Ses défenseurs l’ont qualifié de « référence absolue », affirmant que la ratification de l’accord serait une sinécure. Malgré les efforts louables des doreurs d’image pour dépeindre l’AECG (l’Accord économique et commercial global) sous un jour favorable, les gens sont de plus en plus nombreux à voir le vernis craquer.

NDLR : La version originale de ce texte est d’abord parue dans l’édition anglophone de Ricochet.

Le directeur général de la Fédération du lait Alain Bourbeau a dit que pour les agriculteurs, l’AECG et le PTP se traduiraient par des pertes pouvant atteindre 30 000 $ pour chaque ferme. D’après une récente étude indépendante du Global Development and Environment Institute de l’Université Tufts, l’AECG fera perdre 23 000 emplois dans l’ensemble du Canada.
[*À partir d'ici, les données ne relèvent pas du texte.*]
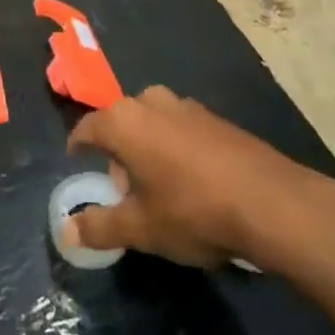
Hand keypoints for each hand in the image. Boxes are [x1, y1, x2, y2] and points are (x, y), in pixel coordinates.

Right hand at [65, 86, 334, 268]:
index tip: (77, 161)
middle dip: (118, 152)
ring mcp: (187, 106)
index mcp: (125, 121)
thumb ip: (99, 227)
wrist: (270, 201)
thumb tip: (65, 232)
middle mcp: (152, 101)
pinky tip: (191, 182)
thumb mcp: (141, 228)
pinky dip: (175, 147)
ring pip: (153, 122)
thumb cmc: (192, 211)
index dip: (80, 146)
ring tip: (158, 188)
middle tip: (123, 189)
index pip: (89, 127)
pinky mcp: (216, 118)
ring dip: (148, 148)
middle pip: (122, 123)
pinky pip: (181, 128)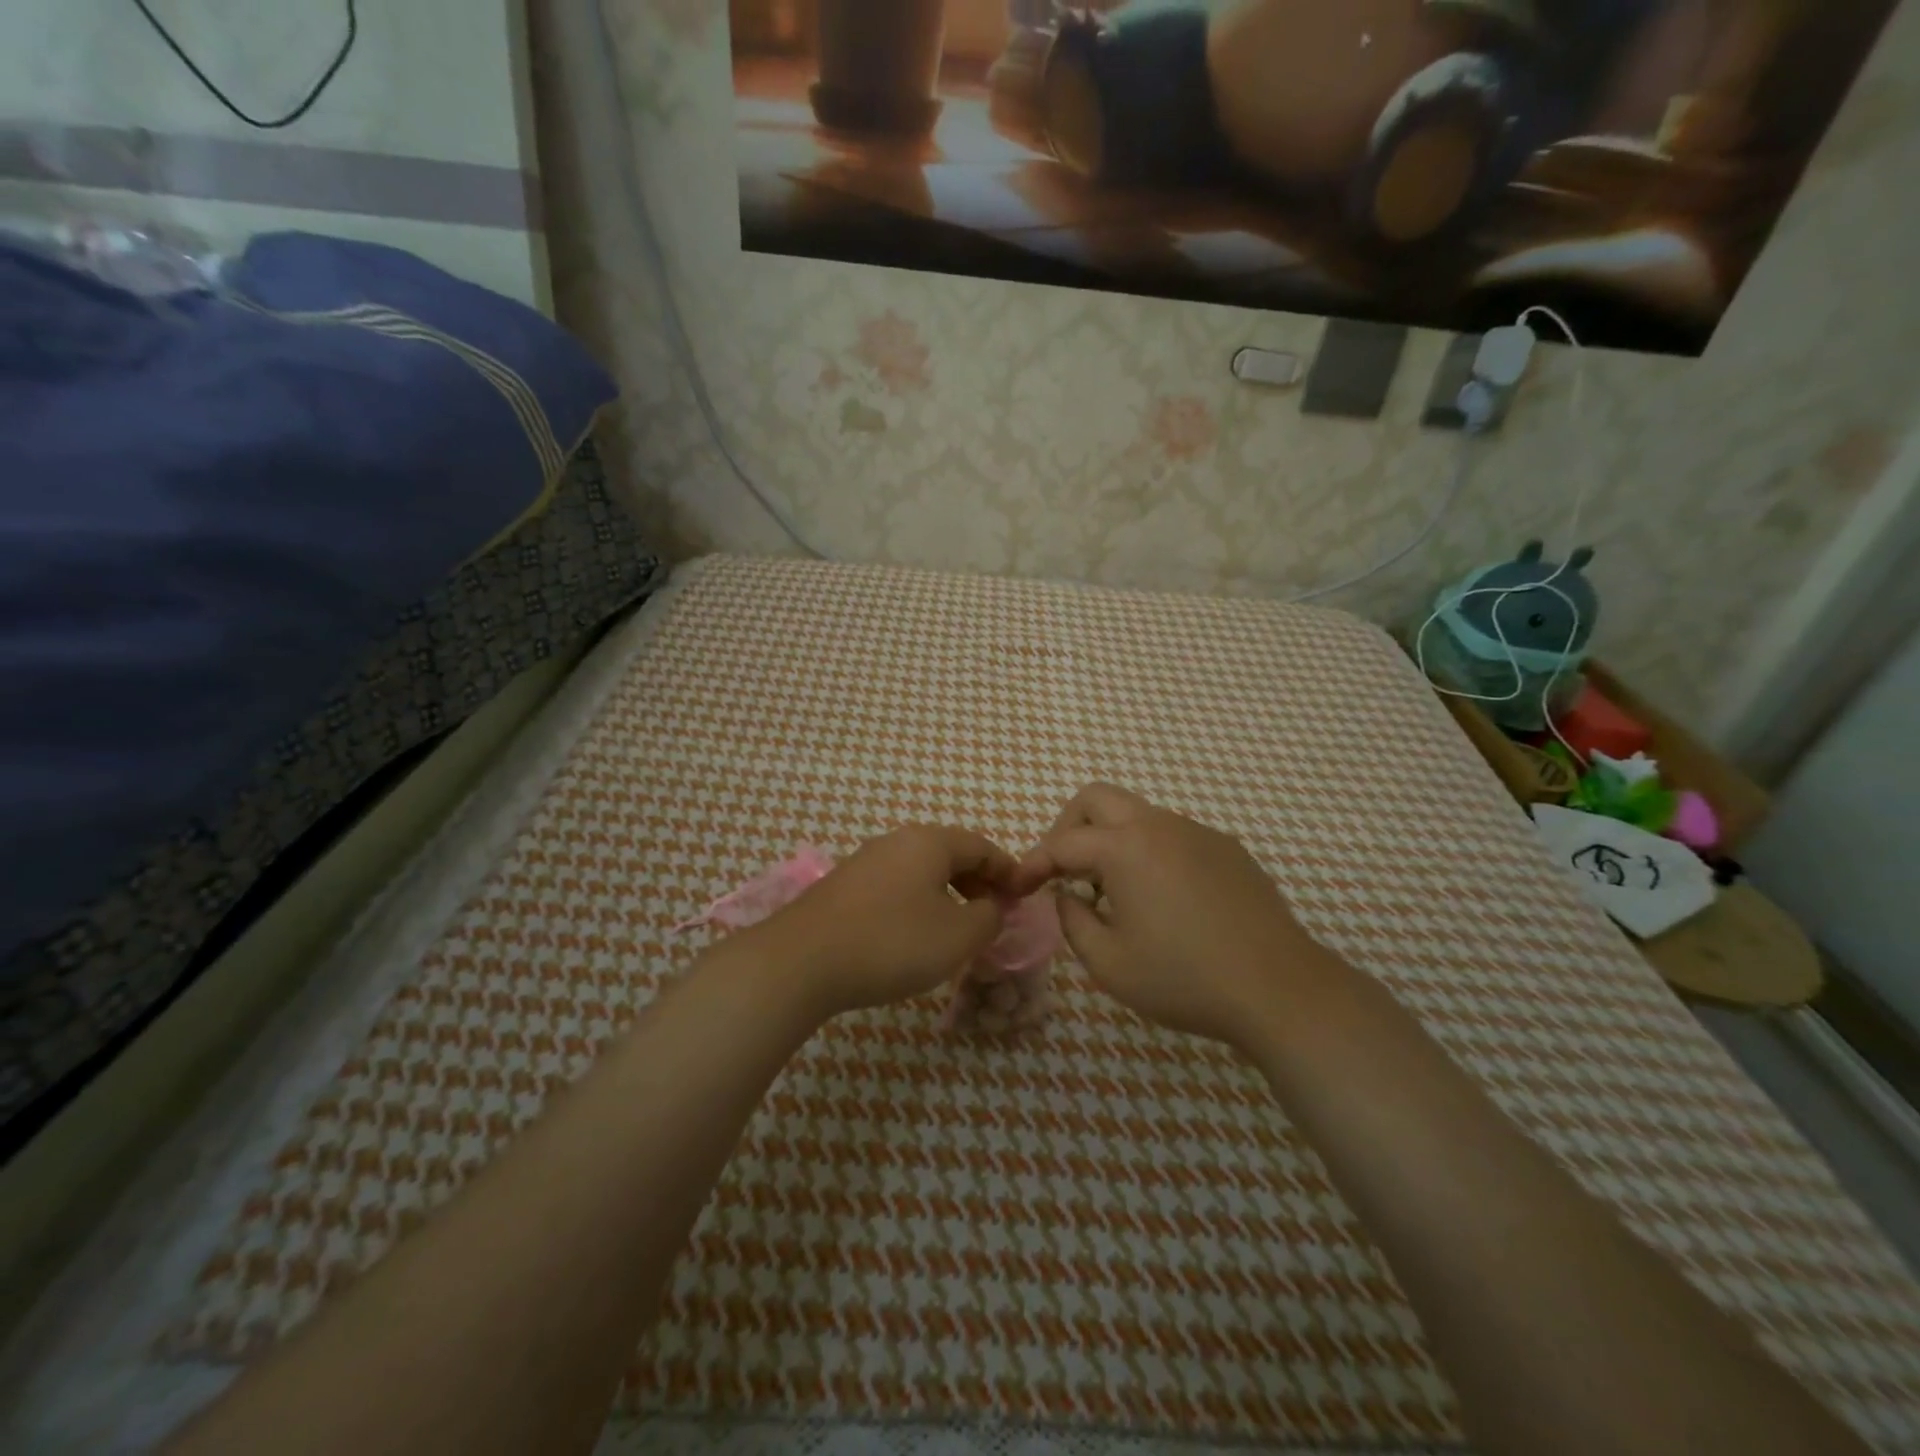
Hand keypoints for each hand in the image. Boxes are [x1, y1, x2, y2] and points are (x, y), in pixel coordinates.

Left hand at [751, 825, 1019, 1018]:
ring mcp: (866, 861)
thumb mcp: (958, 936)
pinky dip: (917, 903)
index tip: (1023, 897)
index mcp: (930, 842)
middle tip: (993, 916)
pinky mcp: (843, 886)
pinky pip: (895, 886)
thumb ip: (989, 918)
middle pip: (950, 854)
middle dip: (978, 883)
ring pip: (920, 871)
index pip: (982, 847)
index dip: (1008, 871)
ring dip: (947, 895)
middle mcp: (897, 840)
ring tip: (957, 929)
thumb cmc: (892, 942)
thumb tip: (994, 906)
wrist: (802, 962)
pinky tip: (913, 935)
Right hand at [1020, 784, 1340, 1049]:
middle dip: (1068, 827)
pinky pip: (1172, 835)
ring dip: (1110, 840)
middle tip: (1062, 870)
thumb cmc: (1184, 979)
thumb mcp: (1109, 963)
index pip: (1062, 843)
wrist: (1278, 989)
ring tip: (1110, 892)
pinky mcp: (1227, 849)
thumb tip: (1065, 895)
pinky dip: (1148, 853)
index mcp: (1125, 847)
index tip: (1019, 887)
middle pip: (1097, 798)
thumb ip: (1072, 921)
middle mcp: (1160, 825)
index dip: (1034, 864)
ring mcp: (1198, 833)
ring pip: (1137, 815)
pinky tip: (1161, 900)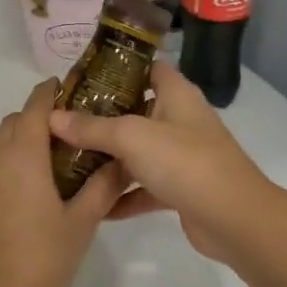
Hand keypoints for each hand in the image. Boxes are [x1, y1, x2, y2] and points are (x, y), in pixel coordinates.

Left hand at [0, 79, 130, 286]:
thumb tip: (122, 163)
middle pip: (15, 121)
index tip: (70, 89)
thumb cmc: (42, 259)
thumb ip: (102, 188)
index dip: (51, 92)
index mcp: (23, 155)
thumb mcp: (81, 223)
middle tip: (71, 134)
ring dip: (23, 141)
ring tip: (53, 163)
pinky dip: (9, 165)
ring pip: (0, 144)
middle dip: (39, 117)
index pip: (36, 106)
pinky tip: (29, 193)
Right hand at [48, 62, 270, 262]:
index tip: (81, 78)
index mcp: (175, 94)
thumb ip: (91, 127)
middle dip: (103, 116)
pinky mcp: (182, 189)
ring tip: (70, 161)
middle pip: (137, 110)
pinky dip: (124, 195)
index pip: (146, 68)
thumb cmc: (184, 161)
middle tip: (65, 121)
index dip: (117, 68)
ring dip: (110, 158)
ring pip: (139, 151)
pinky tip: (95, 206)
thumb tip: (52, 117)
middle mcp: (180, 119)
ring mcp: (182, 156)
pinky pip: (145, 186)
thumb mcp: (131, 137)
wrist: (234, 219)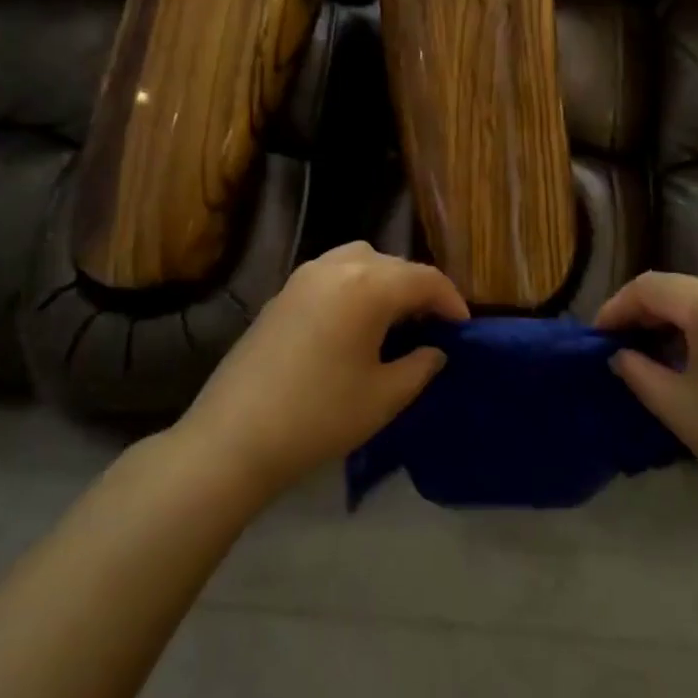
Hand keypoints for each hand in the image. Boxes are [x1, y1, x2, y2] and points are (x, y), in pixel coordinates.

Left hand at [176, 242, 466, 498]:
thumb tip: (435, 351)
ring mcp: (303, 277)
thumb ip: (420, 366)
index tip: (463, 328)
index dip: (451, 301)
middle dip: (418, 289)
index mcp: (368, 285)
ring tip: (394, 319)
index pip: (424, 279)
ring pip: (359, 261)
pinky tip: (355, 324)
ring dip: (385, 282)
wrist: (234, 437)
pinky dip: (355, 287)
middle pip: (392, 264)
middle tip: (432, 325)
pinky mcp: (282, 294)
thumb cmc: (320, 416)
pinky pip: (332, 275)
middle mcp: (336, 267)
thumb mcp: (384, 396)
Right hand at [596, 272, 697, 524]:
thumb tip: (620, 355)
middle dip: (647, 316)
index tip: (597, 339)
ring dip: (678, 323)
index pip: (650, 286)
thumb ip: (638, 372)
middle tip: (622, 349)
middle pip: (681, 290)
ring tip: (656, 357)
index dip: (616, 308)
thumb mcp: (678, 407)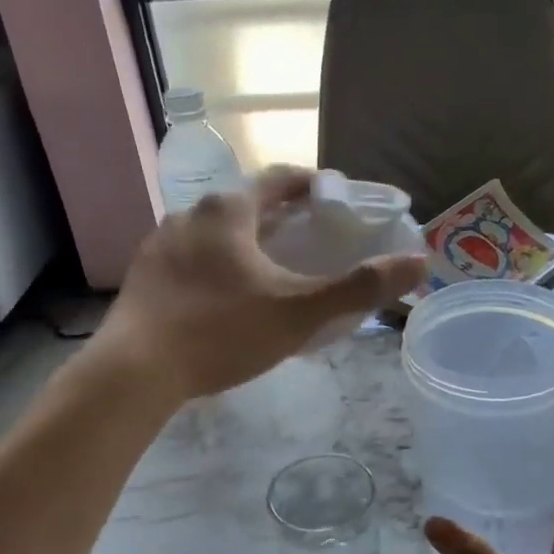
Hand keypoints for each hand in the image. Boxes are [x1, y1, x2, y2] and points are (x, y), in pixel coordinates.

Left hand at [103, 166, 425, 401]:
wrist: (134, 372)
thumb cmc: (221, 332)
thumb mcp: (299, 312)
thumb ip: (359, 287)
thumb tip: (420, 262)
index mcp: (229, 211)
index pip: (280, 180)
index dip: (313, 186)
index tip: (337, 201)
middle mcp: (191, 215)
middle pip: (248, 205)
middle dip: (283, 218)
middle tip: (313, 241)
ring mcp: (161, 244)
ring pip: (217, 233)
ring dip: (248, 242)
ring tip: (272, 272)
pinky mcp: (144, 275)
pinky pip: (192, 258)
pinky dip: (218, 266)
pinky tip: (226, 299)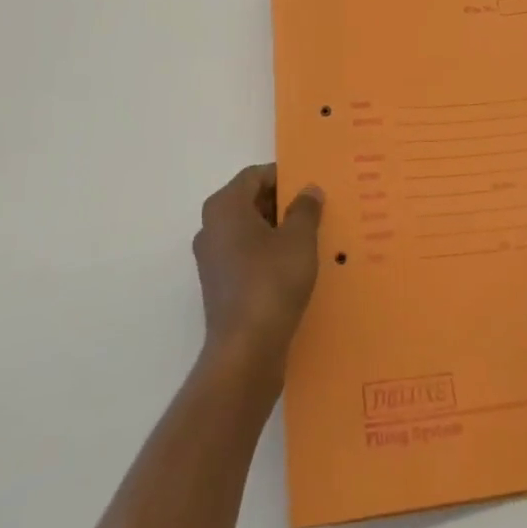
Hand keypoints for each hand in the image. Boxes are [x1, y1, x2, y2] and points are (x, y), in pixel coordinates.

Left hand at [192, 164, 323, 369]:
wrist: (246, 351)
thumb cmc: (271, 281)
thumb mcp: (299, 238)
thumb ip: (305, 208)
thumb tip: (309, 190)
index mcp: (224, 206)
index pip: (255, 176)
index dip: (284, 177)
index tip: (310, 186)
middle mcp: (211, 227)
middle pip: (250, 201)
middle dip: (282, 204)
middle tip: (315, 210)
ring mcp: (212, 259)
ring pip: (249, 230)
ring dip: (277, 230)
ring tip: (310, 238)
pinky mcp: (219, 286)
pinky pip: (246, 256)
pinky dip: (268, 255)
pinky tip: (294, 267)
Il n’est donc guère étonnant que le ministre allemand des Affaires économiques se soit rendu à Montréal récemment pour tenter de redorer l’image de l’AECG, après que plus d’un demi-million de personnes soient descendues dans les rues d’Europe en septembre pour rejeter l’Accord. Les manifestations devraient d’ailleurs s’intensifier au cours des prochaines semaines, dont une manifestation prévue en France le 15 octobre prochain.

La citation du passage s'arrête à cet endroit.